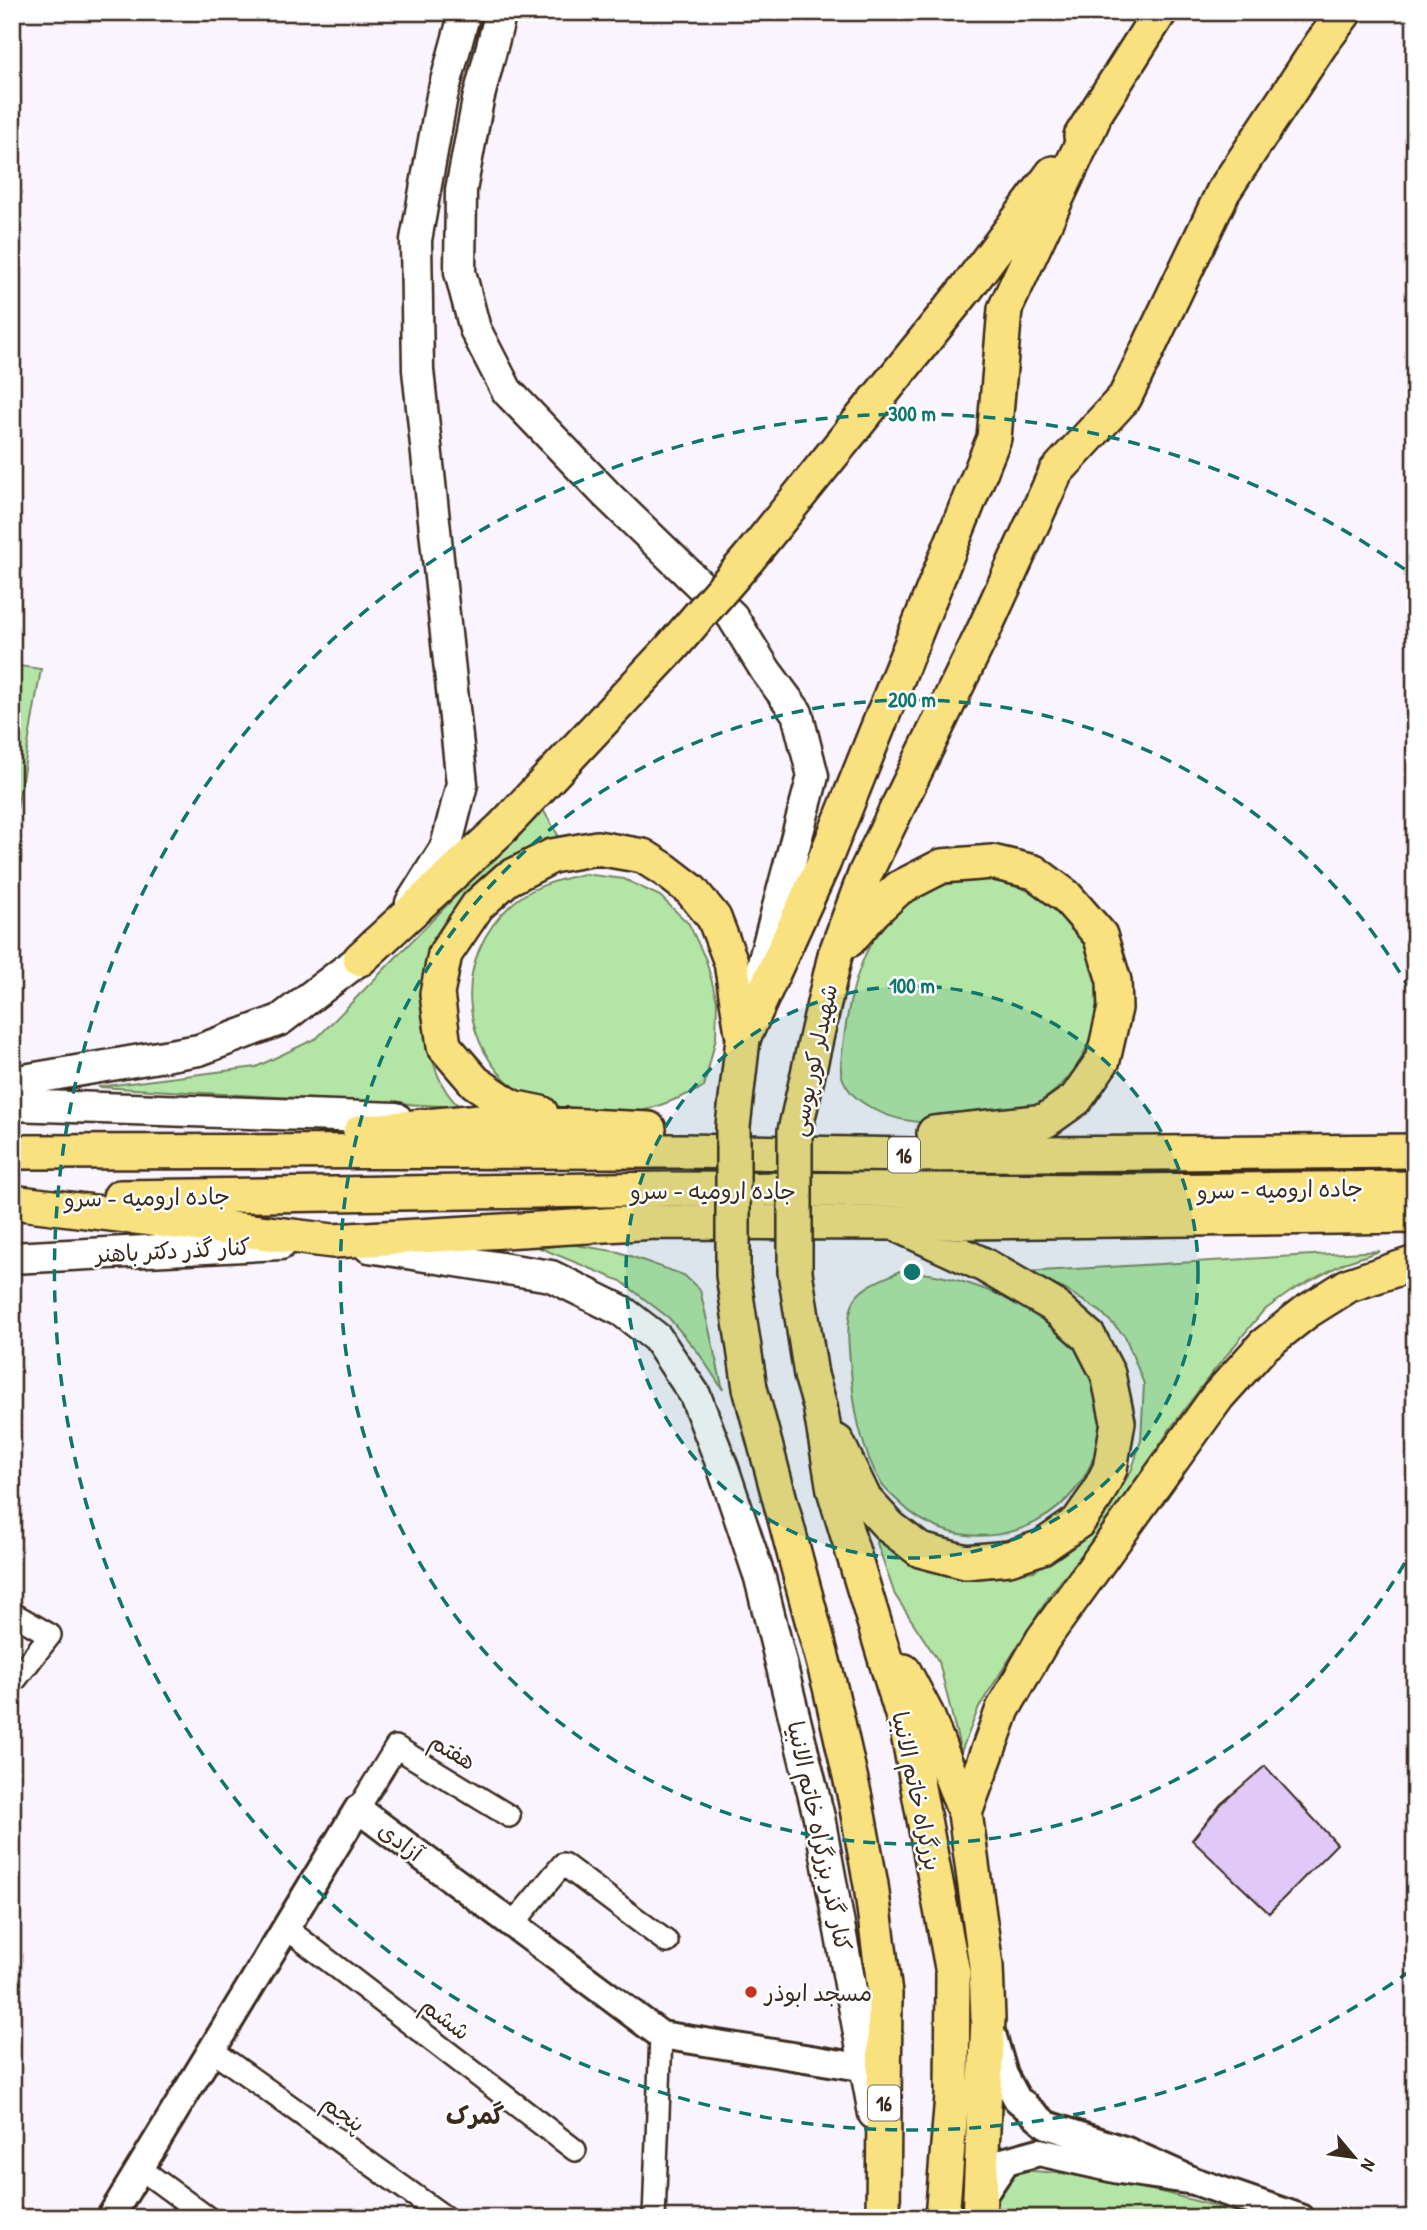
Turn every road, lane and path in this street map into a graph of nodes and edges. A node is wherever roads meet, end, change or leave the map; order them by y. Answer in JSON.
{"nodes":[{"id":1,"x":465,"y":12,"type":"edge"},
{"id":2,"x":501,"y":12,"type":"edge"},
{"id":3,"x":1160,"y":12,"type":"edge"},
{"id":4,"x":1345,"y":12,"type":"edge"},
{"id":5,"x":1093,"y":120,"type":"junction"},
{"id":6,"x":835,"y":955,"type":"junction"},
{"id":7,"x":360,"y":959,"type":"junction"},
{"id":8,"x":743,"y":1039,"type":"junction"},
{"id":9,"x":12,"y":1082,"type":"edge"},
{"id":10,"x":12,"y":1105,"type":"edge"},
{"id":11,"x":480,"y":1122,"type":"junction"},
{"id":12,"x":619,"y":1128,"type":"junction"},
{"id":13,"x":934,"y":1133,"type":"junction"},
{"id":14,"x":1415,"y":1150,"type":"edge"},
{"id":15,"x":12,"y":1152,"type":"edge"},
{"id":16,"x":138,"y":1152,"type":"junction"},
{"id":17,"x":1126,"y":1153,"type":"junction"},
{"id":18,"x":1415,"y":1188,"type":"edge"},
{"id":19,"x":12,"y":1200,"type":"edge"},
{"id":20,"x":1415,"y":1216,"type":"edge"},
{"id":21,"x":893,"y":1223,"type":"junction"},
{"id":22,"x":333,"y":1241,"type":"junction"},
{"id":23,"x":12,"y":1258,"type":"edge"},
{"id":24,"x":1415,"y":1263,"type":"edge"},
{"id":25,"x":816,"y":1390,"type":"junction"},
{"id":26,"x":760,"y":1578,"type":"joint"},
{"id":27,"x":865,"y":1597,"type":"junction"},
{"id":28,"x":12,"y":1613,"type":"edge"},
{"id":29,"x":12,"y":1684,"type":"edge"},
{"id":30,"x":358,"y":1809,"type":"junction"},
{"id":31,"x":965,"y":1813,"type":"junction"},
{"id":32,"x":509,"y":1816,"type":"dead end"},
{"id":33,"x":512,"y":1925,"type":"junction"},
{"id":34,"x":286,"y":1928,"type":"junction"},
{"id":35,"x":667,"y":1942,"type":"dead end"},
{"id":36,"x":988,"y":2019,"type":"junction"},
{"id":37,"x":661,"y":2035,"type":"junction"},
{"id":38,"x":212,"y":2050,"type":"junction"},
{"id":39,"x":867,"y":2068,"type":"junction"},
{"id":40,"x":575,"y":2150,"type":"dead end"},
{"id":41,"x":141,"y":2169,"type":"junction"},
{"id":42,"x":884,"y":2179,"type":"junction"},
{"id":43,"x":1195,"y":2182,"type":"junction"},
{"id":44,"x":980,"y":2208,"type":"edge"},
{"id":45,"x":883,"y":2216,"type":"edge"},
{"id":46,"x":110,"y":2218,"type":"edge"},
{"id":47,"x":208,"y":2218,"type":"edge"},
{"id":48,"x":446,"y":2218,"type":"edge"},
{"id":49,"x":654,"y":2218,"type":"edge"},
{"id":50,"x":942,"y":2218,"type":"edge"},
{"id":51,"x":1301,"y":2218,"type":"edge"}],
"edges":[{"from":1,"to":7,"type":"main road"},
{"from":2,"to":8,"type":"main road"},
{"from":3,"to":5,"type":"highway"},
{"from":4,"to":6,"type":"highway","name":"شهیدلر کور پوسی"},
{"from":5,"to":7,"type":"highway","bridge":true},
{"from":5,"to":8,"type":"highway"},
{"from":6,"to":13,"type":"highway"},
{"from":6,"to":25,"type":"highway","name":"شهیدلر کور پوسی","bridge":true},
{"from":7,"to":9,"type":"main road"},
{"from":8,"to":12,"type":"highway"},
{"from":8,"to":42,"type":"highway","number":"16","bridge":true},
{"from":10,"to":11,"type":"main road"},
{"from":11,"to":12,"type":"highway"},
{"from":11,"to":16,"type":"highway"},
{"from":12,"to":13,"type":"highway"},
{"from":13,"to":17,"type":"highway"},
{"from":14,"to":17,"type":"highway","name":"جاده ارومیه - سرو","number":"16"},
{"from":15,"to":16,"type":"highway","name":"جاده ارومیه - سرو"},
{"from":16,"to":17,"type":"highway","name":"جاده ارومیه - سرو","number":"16"},
{"from":18,"to":19,"type":"highway","name":"جاده ارومیه - سرو"},
{"from":19,"to":22,"type":"highway"},
{"from":20,"to":21,"type":"highway"},
{"from":21,"to":22,"type":"highway"},
{"from":21,"to":25,"type":"highway"},
{"from":22,"to":23,"type":"main road","name":"کنار گذر دکتر باهنر"},
{"from":22,"to":26,"type":"main road","name":"کنار گذر دکتر باهنر"},
{"from":24,"to":31,"type":"highway"},
{"from":25,"to":27,"type":"highway","name":"بزرگراه خاتم الانبیا"},
{"from":26,"to":39,"type":"main road","name":"کنار گذر بزرگراه خاتم الانبیا"},
{"from":27,"to":31,"type":"highway"},
{"from":27,"to":50,"type":"highway","name":"بزرگراه خاتم الانبیا"},
{"from":28,"to":29,"type":"street"},
{"from":30,"to":32,"type":"street","name":"هفتم"},
{"from":30,"to":33,"type":"street","name":"آزادی"},
{"from":30,"to":34,"type":"street","name":"آزادی"},
{"from":31,"to":36,"type":"highway"},
{"from":33,"to":35,"type":"street"},
{"from":33,"to":37,"type":"street","name":"آزادی"},
{"from":34,"to":38,"type":"street","name":"آزادی"},
{"from":34,"to":40,"type":"street","name":"ششم"},
{"from":36,"to":43,"type":"street"},
{"from":36,"to":44,"type":"highway"},
{"from":37,"to":39,"type":"street","name":"آزادی"},
{"from":37,"to":49,"type":"street"},
{"from":38,"to":41,"type":"street","name":"آزادی"},
{"from":38,"to":48,"type":"street","name":"پنجم"},
{"from":39,"to":42,"type":"main road","name":"کنار گذر بزرگراه خاتم الانبیا"},
{"from":41,"to":46,"type":"street","name":"آزادی"},
{"from":41,"to":47,"type":"street"},
{"from":42,"to":45,"type":"highway","number":"16"},
{"from":43,"to":44,"type":"street"},
{"from":43,"to":51,"type":"street"}]}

····················

▶ [Activity] Restate the data above word for word. Skip every picture.

▶ [Written answer]
Turn every road, lane and path in this street map into a graph of nodes and edges. A node is wherever roads meet, end, change or leave the map; order them by y. Answer in JSON.
{"nodes":[{"id":1,"x":465,"y":12,"type":"edge"},
{"id":2,"x":501,"y":12,"type":"edge"},
{"id":3,"x":1160,"y":12,"type":"edge"},
{"id":4,"x":1345,"y":12,"type":"edge"},
{"id":5,"x":1093,"y":120,"type":"junction"},
{"id":6,"x":835,"y":955,"type":"junction"},
{"id":7,"x":360,"y":959,"type":"junction"},
{"id":8,"x":743,"y":1039,"type":"junction"},
{"id":9,"x":12,"y":1082,"type":"edge"},
{"id":10,"x":12,"y":1105,"type":"edge"},
{"id":11,"x":480,"y":1122,"type":"junction"},
{"id":12,"x":619,"y":1128,"type":"junction"},
{"id":13,"x":934,"y":1133,"type":"junction"},
{"id":14,"x":1415,"y":1150,"type":"edge"},
{"id":15,"x":12,"y":1152,"type":"edge"},
{"id":16,"x":138,"y":1152,"type":"junction"},
{"id":17,"x":1126,"y":1153,"type":"junction"},
{"id":18,"x":1415,"y":1188,"type":"edge"},
{"id":19,"x":12,"y":1200,"type":"edge"},
{"id":20,"x":1415,"y":1216,"type":"edge"},
{"id":21,"x":893,"y":1223,"type":"junction"},
{"id":22,"x":333,"y":1241,"type":"junction"},
{"id":23,"x":12,"y":1258,"type":"edge"},
{"id":24,"x":1415,"y":1263,"type":"edge"},
{"id":25,"x":816,"y":1390,"type":"junction"},
{"id":26,"x":760,"y":1578,"type":"joint"},
{"id":27,"x":865,"y":1597,"type":"junction"},
{"id":28,"x":12,"y":1613,"type":"edge"},
{"id":29,"x":12,"y":1684,"type":"edge"},
{"id":30,"x":358,"y":1809,"type":"junction"},
{"id":31,"x":965,"y":1813,"type":"junction"},
{"id":32,"x":509,"y":1816,"type":"dead end"},
{"id":33,"x":512,"y":1925,"type":"junction"},
{"id":34,"x":286,"y":1928,"type":"junction"},
{"id":35,"x":667,"y":1942,"type":"dead end"},
{"id":36,"x":988,"y":2019,"type":"junction"},
{"id":37,"x":661,"y":2035,"type":"junction"},
{"id":38,"x":212,"y":2050,"type":"junction"},
{"id":39,"x":867,"y":2068,"type":"junction"},
{"id":40,"x":575,"y":2150,"type":"dead end"},
{"id":41,"x":141,"y":2169,"type":"junction"},
{"id":42,"x":884,"y":2179,"type":"junction"},
{"id":43,"x":1195,"y":2182,"type":"junction"},
{"id":44,"x":980,"y":2208,"type":"edge"},
{"id":45,"x":883,"y":2216,"type":"edge"},
{"id":46,"x":110,"y":2218,"type":"edge"},
{"id":47,"x":208,"y":2218,"type":"edge"},
{"id":48,"x":446,"y":2218,"type":"edge"},
{"id":49,"x":654,"y":2218,"type":"edge"},
{"id":50,"x":942,"y":2218,"type":"edge"},
{"id":51,"x":1301,"y":2218,"type":"edge"}],
"edges":[{"from":1,"to":7,"type":"main road"},
{"from":2,"to":8,"type":"main road"},
{"from":3,"to":5,"type":"highway"},
{"from":4,"to":6,"type":"highway","name":"شهیدلر کور پوسی"},
{"from":5,"to":7,"type":"highway","bridge":true},
{"from":5,"to":8,"type":"highway"},
{"from":6,"to":13,"type":"highway"},
{"from":6,"to":25,"type":"highway","name":"شهیدلر کور پوسی","bridge":true},
{"from":7,"to":9,"type":"main road"},
{"from":8,"to":12,"type":"highway"},
{"from":8,"to":42,"type":"highway","number":"16","bridge":true},
{"from":10,"to":11,"type":"main road"},
{"from":11,"to":12,"type":"highway"},
{"from":11,"to":16,"type":"highway"},
{"from":12,"to":13,"type":"highway"},
{"from":13,"to":17,"type":"highway"},
{"from":14,"to":17,"type":"highway","name":"جاده ارومیه - سرو","number":"16"},
{"from":15,"to":16,"type":"highway","name":"جاده ارومیه - سرو"},
{"from":16,"to":17,"type":"highway","name":"جاده ارومیه - سرو","number":"16"},
{"from":18,"to":19,"type":"highway","name":"جاده ارومیه - سرو"},
{"from":19,"to":22,"type":"highway"},
{"from":20,"to":21,"type":"highway"},
{"from":21,"to":22,"type":"highway"},
{"from":21,"to":25,"type":"highway"},
{"from":22,"to":23,"type":"main road","name":"کنار گذر دکتر باهنر"},
{"from":22,"to":26,"type":"main road","name":"کنار گذر دکتر باهنر"},
{"from":24,"to":31,"type":"highway"},
{"from":25,"to":27,"type":"highway","name":"بزرگراه خاتم الانبیا"},
{"from":26,"to":39,"type":"main road","name":"کنار گذر بزرگراه خاتم الانبیا"},
{"from":27,"to":31,"type":"highway"},
{"from":27,"to":50,"type":"highway","name":"بزرگراه خاتم الانبیا"},
{"from":28,"to":29,"type":"street"},
{"from":30,"to":32,"type":"street","name":"هفتم"},
{"from":30,"to":33,"type":"street","name":"آزادی"},
{"from":30,"to":34,"type":"street","name":"آزادی"},
{"from":31,"to":36,"type":"highway"},
{"from":33,"to":35,"type":"street"},
{"from":33,"to":37,"type":"street","name":"آزادی"},
{"from":34,"to":38,"type":"street","name":"آزادی"},
{"from":34,"to":40,"type":"street","name":"ششم"},
{"from":36,"to":43,"type":"street"},
{"from":36,"to":44,"type":"highway"},
{"from":37,"to":39,"type":"street","name":"آزادی"},
{"from":37,"to":49,"type":"street"},
{"from":38,"to":41,"type":"street","name":"آزادی"},
{"from":38,"to":48,"type":"street","name":"پنجم"},
{"from":39,"to":42,"type":"main road","name":"کنار گذر بزرگراه خاتم الانبیا"},
{"from":41,"to":46,"type":"street","name":"آزادی"},
{"from":41,"to":47,"type":"street"},
{"from":42,"to":45,"type":"highway","number":"16"},
{"from":43,"to":44,"type":"street"},
{"from":43,"to":51,"type":"street"}]}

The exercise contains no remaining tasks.